There are many patterns for driver-writing, organized around how the underlying instrumentation is accessed. sMAP provides special support for some types of sources.

Periodic scraping

A common pattern for driver writing is to periodically fetch data from a source, parse it, and add it to the sMAP server. To make this this easy to implement, we provide a driver template which can take care of the mechanics of periodically fetching data called smap.driver.FetchDriver.

Simple HTTP example

You can use this driver as the parent class of a more specialized driver; for instance one which extracts fields from a CSV file. As an example, suppose we have a source which periodically publishes a file to a web server with a single temperature in it:

$ curl http://example.com/data.txt
10.46

To expose this as a sMAP source, we could write the following simple driver:

from smap.driver import FetchDriver

class SimpleDriver(FetchDriver):
    def setup(self, opts):
        FetchDriver.setup(self, opts)
        self.add_timeseries('/data', 'C')

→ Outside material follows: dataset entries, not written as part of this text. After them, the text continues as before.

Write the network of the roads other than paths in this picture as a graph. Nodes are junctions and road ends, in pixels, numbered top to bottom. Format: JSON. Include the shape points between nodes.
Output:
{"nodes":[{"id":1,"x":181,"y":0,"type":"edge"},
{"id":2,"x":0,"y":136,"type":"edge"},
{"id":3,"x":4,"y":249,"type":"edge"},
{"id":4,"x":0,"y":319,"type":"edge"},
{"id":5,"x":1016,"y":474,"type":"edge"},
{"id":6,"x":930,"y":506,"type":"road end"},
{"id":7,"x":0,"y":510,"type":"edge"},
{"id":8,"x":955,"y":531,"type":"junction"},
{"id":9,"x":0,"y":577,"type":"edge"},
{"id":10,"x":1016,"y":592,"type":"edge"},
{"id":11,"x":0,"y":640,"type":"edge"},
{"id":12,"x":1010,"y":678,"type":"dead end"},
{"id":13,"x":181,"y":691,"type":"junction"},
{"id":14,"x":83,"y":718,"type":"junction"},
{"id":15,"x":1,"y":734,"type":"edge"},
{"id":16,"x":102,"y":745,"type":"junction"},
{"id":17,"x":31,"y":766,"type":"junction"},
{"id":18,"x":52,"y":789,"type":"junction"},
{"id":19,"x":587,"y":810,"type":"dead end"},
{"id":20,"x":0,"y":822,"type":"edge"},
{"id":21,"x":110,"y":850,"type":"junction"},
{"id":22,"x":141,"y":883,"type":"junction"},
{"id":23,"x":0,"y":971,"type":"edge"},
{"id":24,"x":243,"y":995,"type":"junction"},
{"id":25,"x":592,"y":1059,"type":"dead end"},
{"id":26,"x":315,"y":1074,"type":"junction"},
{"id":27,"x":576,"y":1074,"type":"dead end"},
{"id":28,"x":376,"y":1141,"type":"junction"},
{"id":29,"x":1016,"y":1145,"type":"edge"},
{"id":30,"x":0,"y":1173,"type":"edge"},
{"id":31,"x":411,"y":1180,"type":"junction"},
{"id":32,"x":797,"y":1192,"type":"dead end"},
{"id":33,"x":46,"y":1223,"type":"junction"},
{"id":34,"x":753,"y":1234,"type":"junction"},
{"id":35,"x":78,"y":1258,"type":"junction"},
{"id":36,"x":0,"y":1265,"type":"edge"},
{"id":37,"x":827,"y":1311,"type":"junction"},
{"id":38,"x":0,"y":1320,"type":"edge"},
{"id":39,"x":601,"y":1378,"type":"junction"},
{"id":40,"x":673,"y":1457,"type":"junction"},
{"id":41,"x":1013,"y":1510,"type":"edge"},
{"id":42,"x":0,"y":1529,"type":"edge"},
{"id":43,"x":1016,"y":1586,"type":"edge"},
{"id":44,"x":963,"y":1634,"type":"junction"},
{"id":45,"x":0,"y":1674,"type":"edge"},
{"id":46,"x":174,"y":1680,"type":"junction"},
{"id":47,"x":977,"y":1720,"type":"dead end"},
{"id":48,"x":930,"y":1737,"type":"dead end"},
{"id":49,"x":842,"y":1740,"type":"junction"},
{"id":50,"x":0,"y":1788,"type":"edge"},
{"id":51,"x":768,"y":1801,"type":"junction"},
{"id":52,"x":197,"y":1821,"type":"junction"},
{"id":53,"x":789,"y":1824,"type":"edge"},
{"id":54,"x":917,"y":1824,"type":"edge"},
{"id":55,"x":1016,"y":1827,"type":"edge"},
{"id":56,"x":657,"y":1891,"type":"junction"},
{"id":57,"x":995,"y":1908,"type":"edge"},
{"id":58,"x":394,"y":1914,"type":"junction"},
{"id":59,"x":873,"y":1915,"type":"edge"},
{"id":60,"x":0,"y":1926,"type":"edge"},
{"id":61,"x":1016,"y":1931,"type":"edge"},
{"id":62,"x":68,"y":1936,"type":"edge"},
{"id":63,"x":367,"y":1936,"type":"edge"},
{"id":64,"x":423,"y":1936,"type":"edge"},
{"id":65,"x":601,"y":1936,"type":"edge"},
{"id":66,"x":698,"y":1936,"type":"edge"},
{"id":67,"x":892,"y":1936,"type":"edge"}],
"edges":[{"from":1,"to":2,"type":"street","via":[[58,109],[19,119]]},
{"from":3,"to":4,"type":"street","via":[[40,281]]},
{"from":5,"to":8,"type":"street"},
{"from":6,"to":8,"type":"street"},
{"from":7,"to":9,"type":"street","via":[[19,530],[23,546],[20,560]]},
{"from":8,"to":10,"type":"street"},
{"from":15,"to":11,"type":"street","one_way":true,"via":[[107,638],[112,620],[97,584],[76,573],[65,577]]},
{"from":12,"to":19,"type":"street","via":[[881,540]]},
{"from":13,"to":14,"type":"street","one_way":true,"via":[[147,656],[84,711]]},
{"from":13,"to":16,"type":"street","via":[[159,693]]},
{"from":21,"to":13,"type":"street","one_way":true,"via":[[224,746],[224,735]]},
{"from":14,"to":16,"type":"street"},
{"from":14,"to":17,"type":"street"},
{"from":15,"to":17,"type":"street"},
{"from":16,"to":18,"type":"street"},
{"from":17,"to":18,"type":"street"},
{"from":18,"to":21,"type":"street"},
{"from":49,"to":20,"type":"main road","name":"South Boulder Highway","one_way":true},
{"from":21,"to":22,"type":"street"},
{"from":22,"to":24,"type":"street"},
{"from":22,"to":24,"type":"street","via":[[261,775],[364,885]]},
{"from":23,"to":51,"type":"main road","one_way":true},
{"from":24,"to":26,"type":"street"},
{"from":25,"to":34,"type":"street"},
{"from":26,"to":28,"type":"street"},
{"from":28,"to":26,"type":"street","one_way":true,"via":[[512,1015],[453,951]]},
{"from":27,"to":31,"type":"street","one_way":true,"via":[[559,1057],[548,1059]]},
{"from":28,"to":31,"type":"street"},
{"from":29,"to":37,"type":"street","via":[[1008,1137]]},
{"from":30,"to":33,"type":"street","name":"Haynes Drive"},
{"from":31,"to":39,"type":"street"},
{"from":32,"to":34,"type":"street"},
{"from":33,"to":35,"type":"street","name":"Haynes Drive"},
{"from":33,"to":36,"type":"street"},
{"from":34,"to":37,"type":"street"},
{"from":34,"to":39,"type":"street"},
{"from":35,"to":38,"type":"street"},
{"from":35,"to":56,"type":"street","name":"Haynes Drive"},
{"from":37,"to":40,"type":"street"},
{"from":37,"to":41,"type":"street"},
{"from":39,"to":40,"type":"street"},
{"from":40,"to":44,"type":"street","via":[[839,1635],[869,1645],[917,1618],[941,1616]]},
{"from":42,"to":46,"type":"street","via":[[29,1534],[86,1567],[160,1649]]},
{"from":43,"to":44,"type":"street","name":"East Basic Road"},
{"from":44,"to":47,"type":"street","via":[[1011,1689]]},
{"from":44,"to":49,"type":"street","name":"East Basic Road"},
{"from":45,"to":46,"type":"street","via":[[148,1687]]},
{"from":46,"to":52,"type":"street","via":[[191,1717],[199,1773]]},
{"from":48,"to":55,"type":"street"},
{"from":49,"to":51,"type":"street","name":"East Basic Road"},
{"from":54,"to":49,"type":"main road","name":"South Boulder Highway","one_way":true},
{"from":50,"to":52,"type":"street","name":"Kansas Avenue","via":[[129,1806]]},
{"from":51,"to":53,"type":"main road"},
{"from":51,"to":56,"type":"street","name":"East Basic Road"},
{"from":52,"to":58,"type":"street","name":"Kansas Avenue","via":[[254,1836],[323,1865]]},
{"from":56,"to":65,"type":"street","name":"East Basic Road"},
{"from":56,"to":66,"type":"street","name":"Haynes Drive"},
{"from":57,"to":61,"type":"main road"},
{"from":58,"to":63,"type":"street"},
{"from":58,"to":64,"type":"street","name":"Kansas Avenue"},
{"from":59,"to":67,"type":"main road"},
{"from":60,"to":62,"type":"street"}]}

    def process(self, data):
        self.add('/data', float(data))

By implementing the process method, we put our source-specific processing logic in one place; however, the actually logic for downloading the page is elsewhere.

Configuring your driver

In addition to whatever configuration options your driver may take, FetchDriver takes two options: Uri and Rate. The driver attempts to load data from the specified URI every rate seconds.

The driver currently understands three URI schemes:

Scheme Format Description
http, https http://[username:password]@netloc/path;p?q#f Data from HTTP; username and password are optional
file file://<absolute path> Data from a file
python python://module.name.load_function Data loaded by calling a python module

Running the example

In this case, we want to use HTTP without a username or password, so we can just create a simple configuration file:

[/]
uuid = 6fa21782-27b2-11e2-9a49-370ecdac5e02

[/example]
type = example.SimpleDriver
Uri = http://example.com/data.txt
Rate = 30

More Complicated XML Example

If what you have is an XML document, you might want to use XSLT to pull out the readings. smap.drivers.xslt.XMLDriver provides the ability to do this. As an example, consider the data produced by an Obvius Aquisuite device; see an example data file. You can transform this file into sMAP-XML using a simple XSLT transform and generate a driver using this config file:

[/]
uuid = 6fa21782-27b2-11e2-9a49-370ecdac5e02

[/obvius]
type = smap.drivers.xslt.XMLDriver
Uri = http://un:pw@aquisuite.example.com/setup/devicexml.cgi?ADDRESS=24&TYPE=DATA
Xslt = xslt/obvius.xsl
Timeformat = %Y-%m-%d %H:%M:%S

This driver periodically loads the obvius document over http, converts it using the XSLT stylesheet, and then adds the data. Timeformat is a python strptime time string used to parse the timestamps found in the transformed xml.

Actuation

A key part of sMAP is supporting the actuation of points. Actuation presents additional concerns beyond simple data collection, for a few reasons:

  • Often, sMAP must access underlying devices in response to a request, rather than asynchronously as part of a polling loop
  • Authentication and authorization are most likely required

smap.actuate contains base classes needed for actuation. They provide the ability to create a sMAP point which maps to an underlying actuator.

Simple Example Actuator

Implementing an actuator is slightly more involved than a simple timeseries. The first step is to implement a class which provides the actual communication with the underlying device. The class of the actuator determines what kind of inputs can be made – is it a switch, with only two states? or perhaps it allows any floating-point value within a range as in a setpoint control.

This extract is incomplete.